THE INPUT START
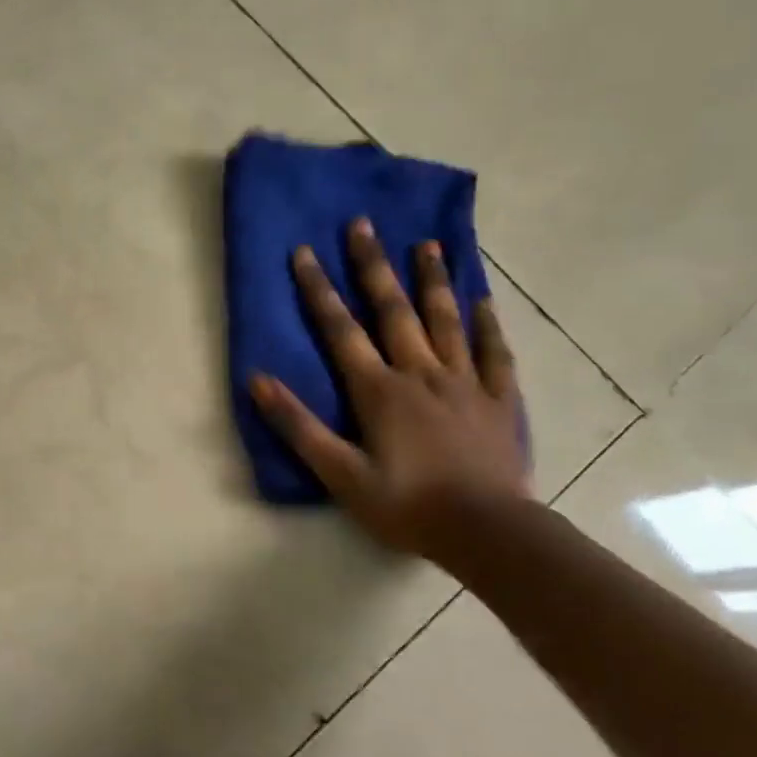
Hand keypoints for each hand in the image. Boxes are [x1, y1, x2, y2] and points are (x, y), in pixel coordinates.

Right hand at [249, 221, 528, 557]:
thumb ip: (298, 426)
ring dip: (432, 280)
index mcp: (379, 390)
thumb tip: (258, 380)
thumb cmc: (405, 504)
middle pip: (393, 310)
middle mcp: (420, 373)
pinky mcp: (497, 400)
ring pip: (445, 321)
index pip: (341, 330)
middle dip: (373, 266)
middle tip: (363, 224)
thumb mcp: (339, 474)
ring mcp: (464, 383)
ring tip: (428, 244)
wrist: (486, 531)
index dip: (318, 290)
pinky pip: (493, 353)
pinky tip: (481, 300)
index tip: (303, 251)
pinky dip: (486, 324)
THE INPUT END
EXERCISE DETAILS: Copy each line exactly, beginning at the one with "index mcp: (379, 390)" and stopping after the last line of the entries. Include nothing else.

OUTPUT FOR THIS EXERCISE:
index mcp: (379, 390)
thumb tip: (258, 380)
thumb cmc: (405, 504)
middle pip: (393, 310)
middle mcp: (420, 373)
pinky mcp: (497, 400)
ring pip: (445, 321)
index pip: (341, 330)
middle dip: (373, 266)
middle tip: (363, 224)
thumb mcp: (339, 474)
ring mcp: (464, 383)
ring tip: (428, 244)
wrist: (486, 531)
index dip: (318, 290)
pinky pip: (493, 353)
pinky tip: (481, 300)
index tip: (303, 251)
pinky dip: (486, 324)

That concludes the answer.